Onun yaşadığı dönemde, İtalya'da Mussolini, Almanya'da Hitler, İran'da Şahlık, Arap devletlerinde emirlik veya krallık, Bulgaristan'da krallık, Yunanistan'da krallık, Sovyet Sosyalist Cumhuriyetler Birliği'nde diktatörlük varken; Mustafa Kemal Atatürk, 1923'te Türk Ulusu'na Cumhuriyet yönetimini getiriyordu.
"Efendim, sizin için diktatör olduğunuzu söylüyorlar. Ne dersiniz?" diye soran bir yabancı bayan gazeteciye; "Eğer ben diktatör olsaydım, siz bana bu soruyu soramazdınız" diye cevap veriyordu…
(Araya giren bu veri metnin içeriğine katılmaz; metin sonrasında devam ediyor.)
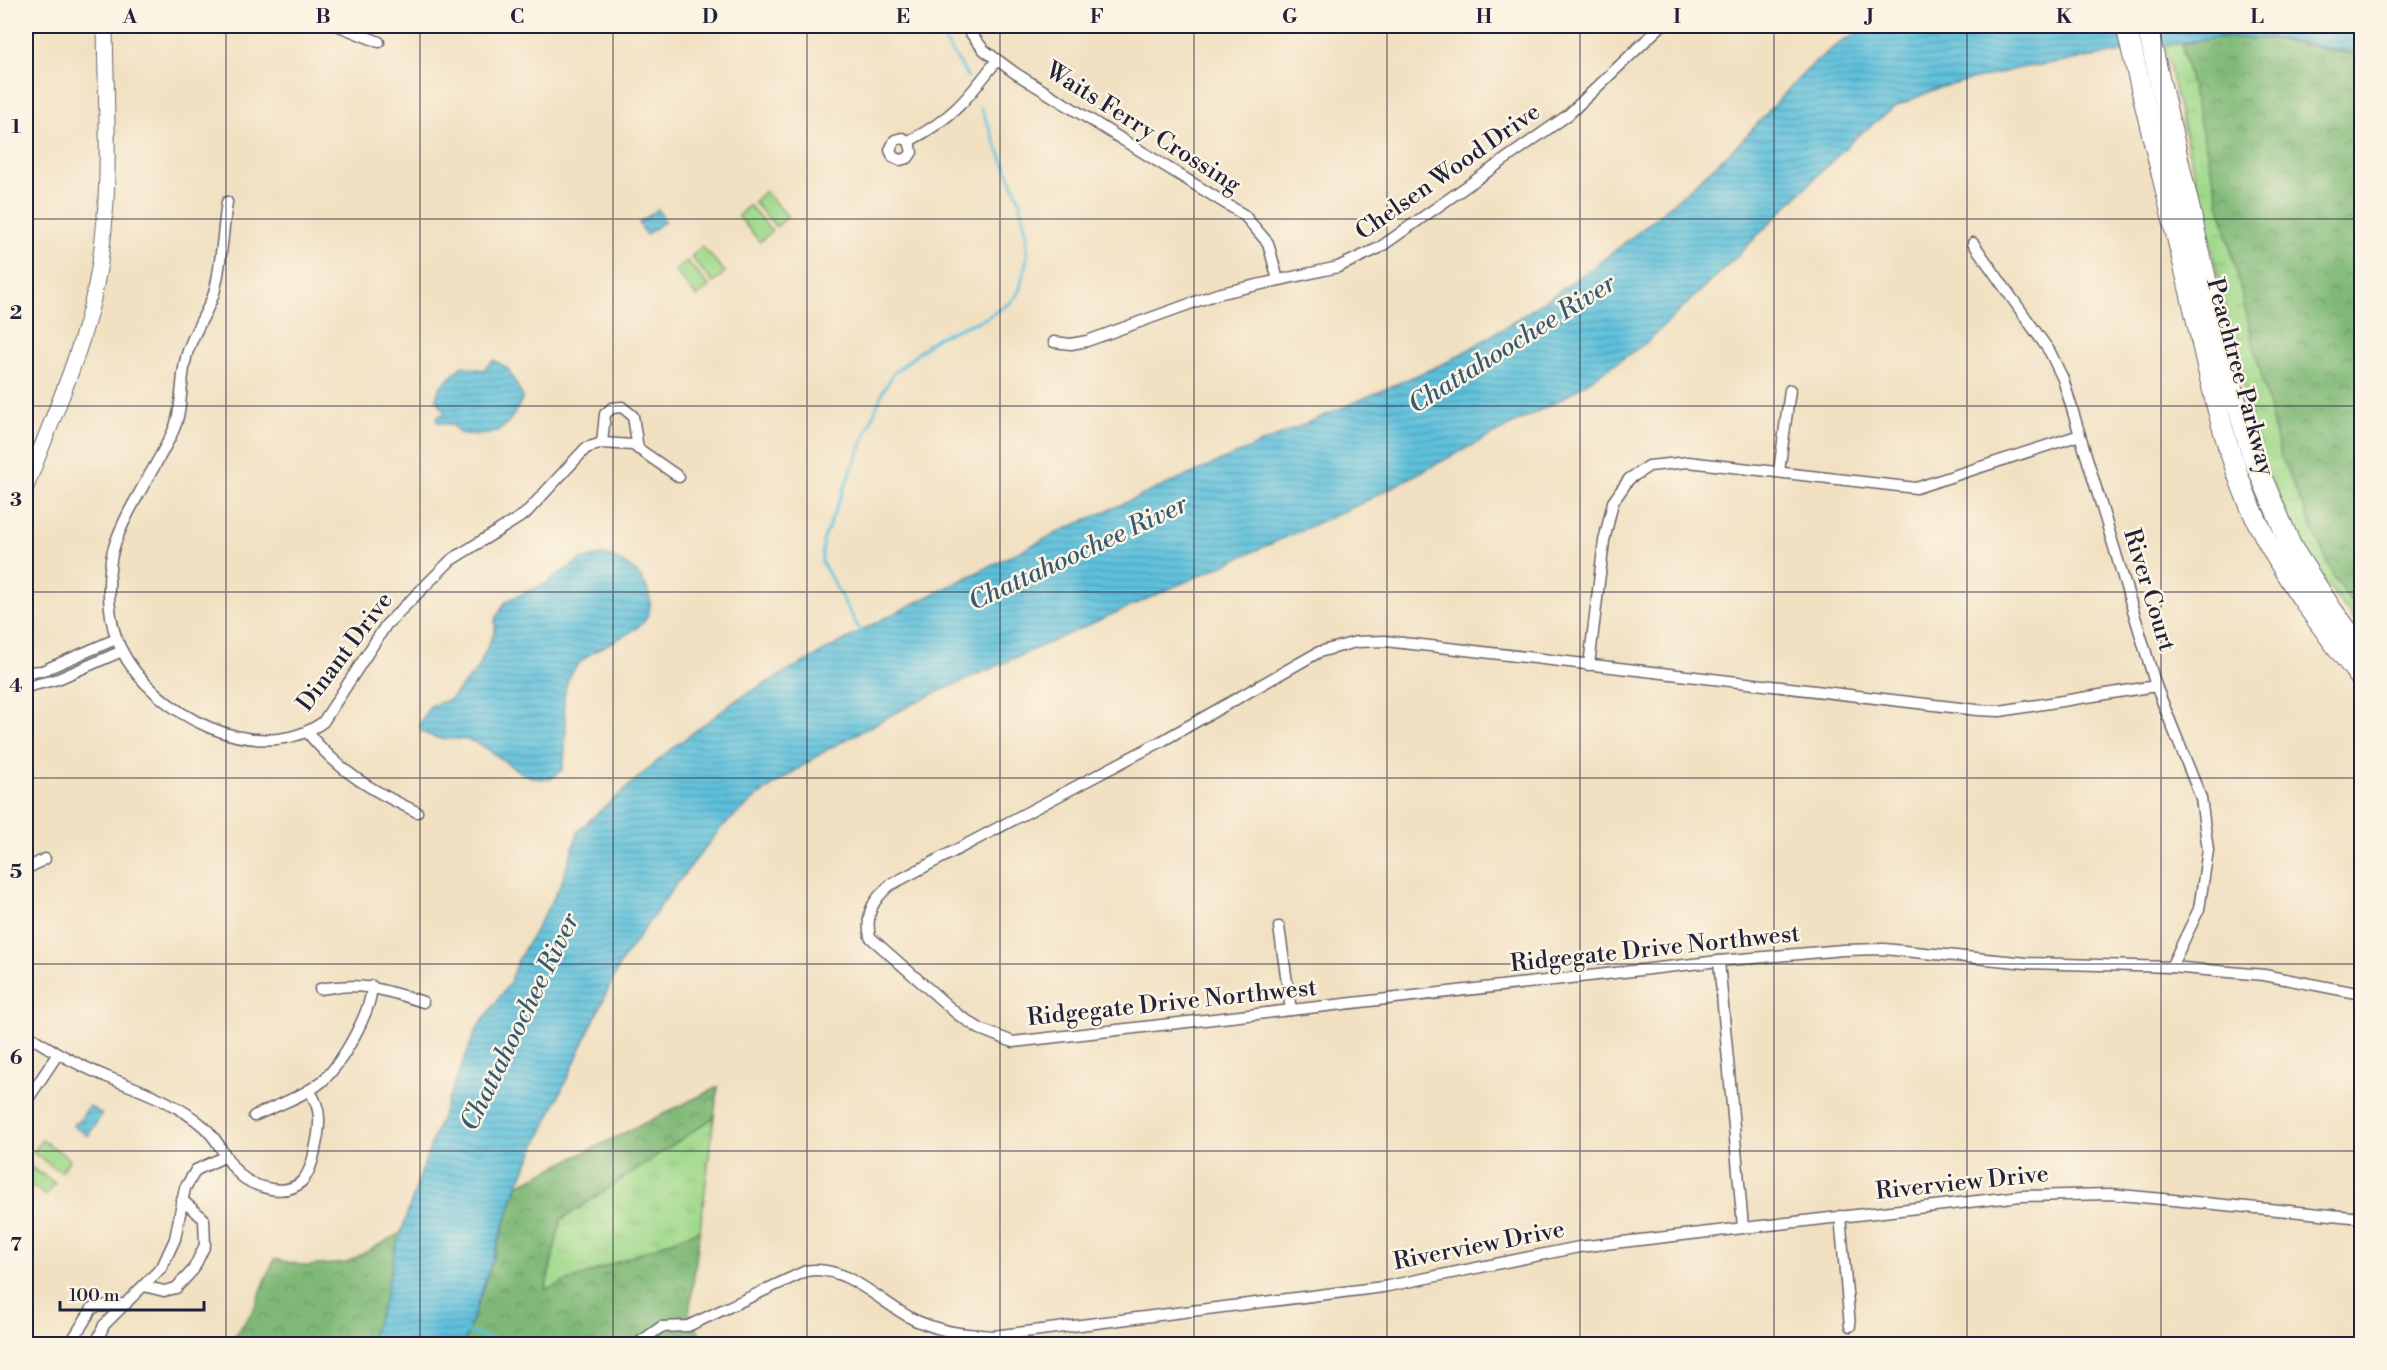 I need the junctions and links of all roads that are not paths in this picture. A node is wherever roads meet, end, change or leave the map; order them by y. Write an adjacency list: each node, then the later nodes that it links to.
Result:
1 (105, 26): 20 (main road)
2 (339, 26): 7 (street)
3 (964, 26): 8 (street, Waits Ferry Crossing)
4 (1661, 26): 12 (street, Chelsen Wood Drive)
5 (2126, 26): 26 (highway, Peachtree Parkway)
6 (2146, 26): 22 (highway, Peachtree Parkway)
7 (380, 42)
8 (998, 60): 9 (street); 12 (street, Waits Ferry Crossing)
9 (909, 141)
10 (227, 202): 21 (street, Dinant Drive)
11 (1973, 243): 15 (street, River Court)
12 (1278, 280): 13 (street, Chelsen Wood Drive)
13 (1054, 342)
14 (1790, 390): 18 (street)
15 (2080, 435): 18 (street); 27 (street, River Court)
16 (602, 443): 17 (street); 17 (street); 29 (street, Dinant Drive)
17 (638, 449): 19 (street)
18 (1779, 471): 24 (street)
19 (679, 477)
20 (26, 487)
21 (116, 639): 23 (street, Dinant Drive); 25 (street)
22 (2361, 649)
23 (122, 651): 28 (street); 29 (street, Dinant Drive)
24 (1588, 665): 27 (street, Ridgegate Drive Northwest); 40 (street, Ridgegate Drive Northwest)
25 (26, 672)
26 (2361, 680)
27 (2156, 686): 35 (street, River Court)
28 (26, 687)
29 (308, 733): 30 (street)
30 (417, 812)
31 (45, 859): 32 (street)
32 (26, 869)
33 (1279, 927): 40 (street)
34 (1719, 961): 35 (street, Ridgegate Drive Northwest); 40 (street, Ridgegate Drive Northwest); 50 (street)
35 (2171, 967): 38 (street, Ridgegate Drive Northwest)
36 (372, 986): 37 (street); 39 (street); 43 (street)
37 (320, 989)
38 (2361, 993)
39 (423, 1002)
40 (1291, 1010)
41 (26, 1034): 42 (street)
42 (57, 1055): 44 (street); 46 (street)
43 (309, 1090): 45 (street); 46 (street)
44 (26, 1102)
45 (254, 1116)
46 (224, 1157): 47 (street)
47 (182, 1200): 51 (street); 51 (street)
48 (1840, 1216): 49 (street, Riverview Drive); 50 (street, Riverview Drive); 53 (street)
49 (2361, 1218)
50 (1743, 1227): 56 (street, Riverview Drive)
51 (144, 1286): 52 (street)
52 (126, 1304): 54 (street); 55 (street)
53 (1850, 1326)
54 (70, 1344)
55 (96, 1344)
56 (637, 1344) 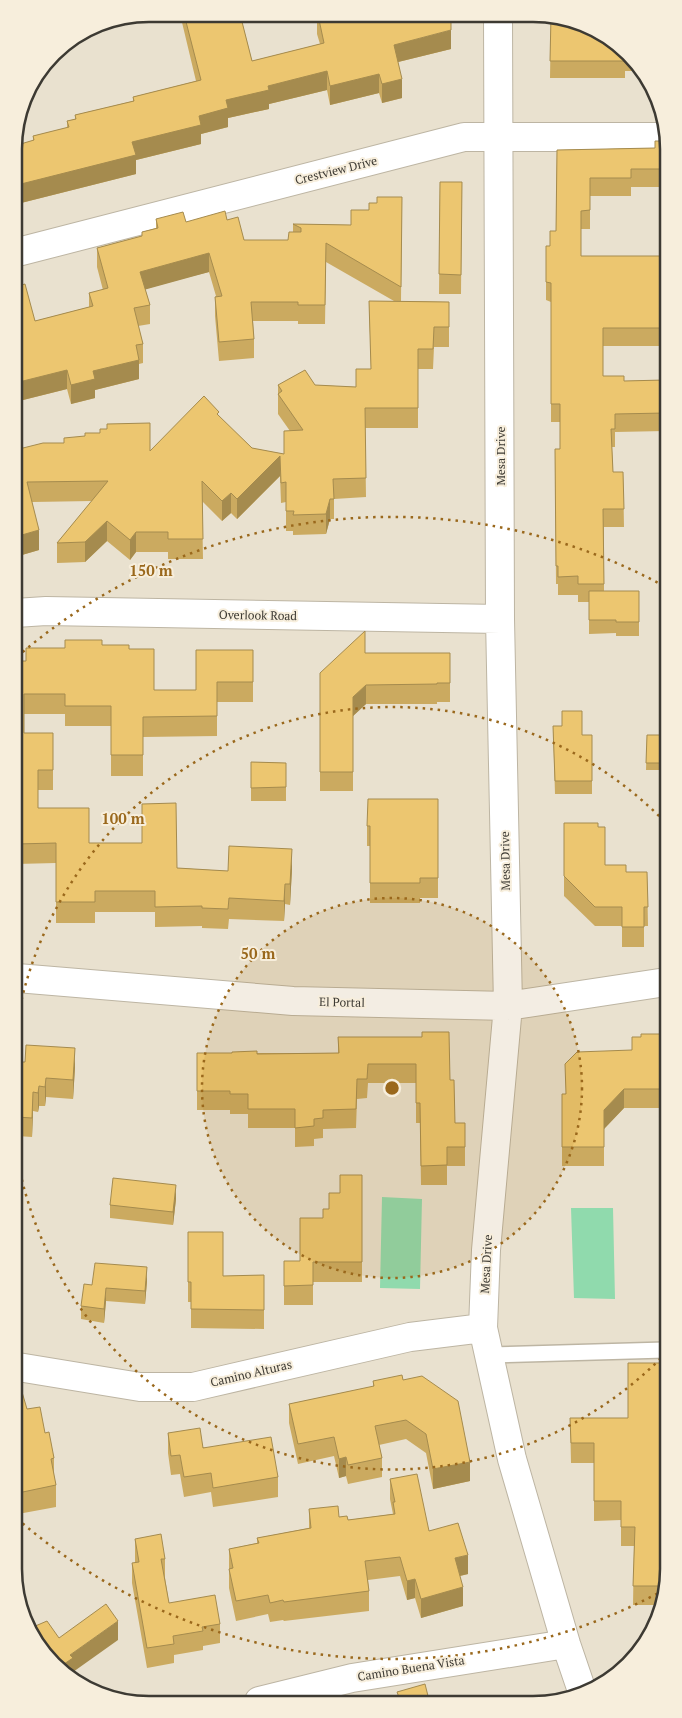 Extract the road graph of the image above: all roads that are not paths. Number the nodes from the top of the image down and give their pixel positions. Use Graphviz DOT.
graph roads {
  1 [pos="498,22"];
  2 [pos="499,136"];
  3 [pos="658,137"];
  4 [pos="23,250"];
  5 [pos="23,613"];
  6 [pos="500,620"];
  7 [pos="22,979"];
  8 [pos="659,983"];
  9 [pos="508,1006"];
  10 [pos="483,1328"];
  11 [pos="659,1350"];
  12 [pos="489,1355"];
  13 [pos="22,1368"];
  14 [pos="566,1644"];
  15 [pos="580,1686"];
  16 [pos="278,1696"];
  1 -- 2 [label="street, Mesa Drive"];
  2 -- 3 [label="street, Crestview Drive"];
  2 -- 4 [label="street, Crestview Drive"];
  2 -- 6 [label="street, Mesa Drive"];
  5 -- 6 [label="street, Overlook Road"];
  6 -- 9 [label="street, Mesa Drive"];
  7 -- 9 [label="street, El Portal"];
  8 -- 9 [label="street, El Portal"];
  9 -- 10 [label="street, Mesa Drive"];
  10 -- 12 [label="street, Mesa Drive"];
  10 -- 13 [label="street, Camino Alturas"];
  11 -- 12 [label="lane"];
  12 -- 14 [label="street, Mesa Drive"];
  14 -- 15 [label="street, Mesa Drive"];
  14 -- 16 [label="street, Camino Buena Vista"];
} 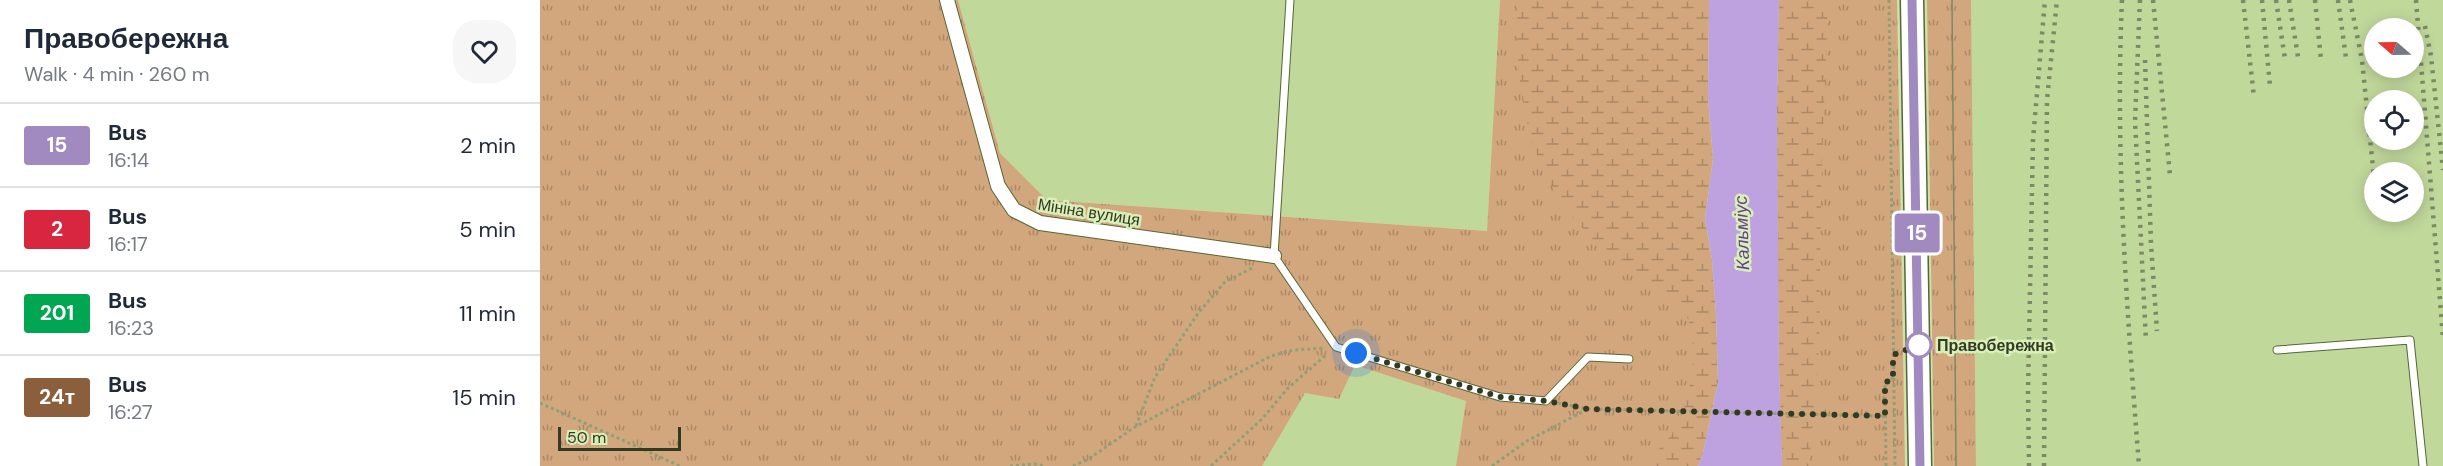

İşte Mustafa Kemal Atatürk'ün düşünce yapısını inceleyenler, onun sadece bir olayın ya da bir düşünce akımının izleyicisi olmayıp, değişik bir düşünceye ve kendine özgü bir bileşkeye ulaşmış olduğunu belirtmiştir. Nitekim Atatürk'ün kendisi de hangi yazarları okuduğu ve esin kaynağının ne olduğu yolundaki bir soruya; çok okuduğunu ancak her şeyi eleştirerek okuduğunu ve esin kaynağının da Türk Milleti olduğunu söyleyerek cevap vermiştir.
Konuşkanlığı, şakacılığı ve hoşgörüsü ile çevresinde sürekli bir sevgi çemberi yaratmıştır. Ulusunun gönlünde yarattığı bu sevgiyle, sağlığında olduğu kadar ölümünden sonra da kuşaktan kuşağa anılarda yaşamaktadır.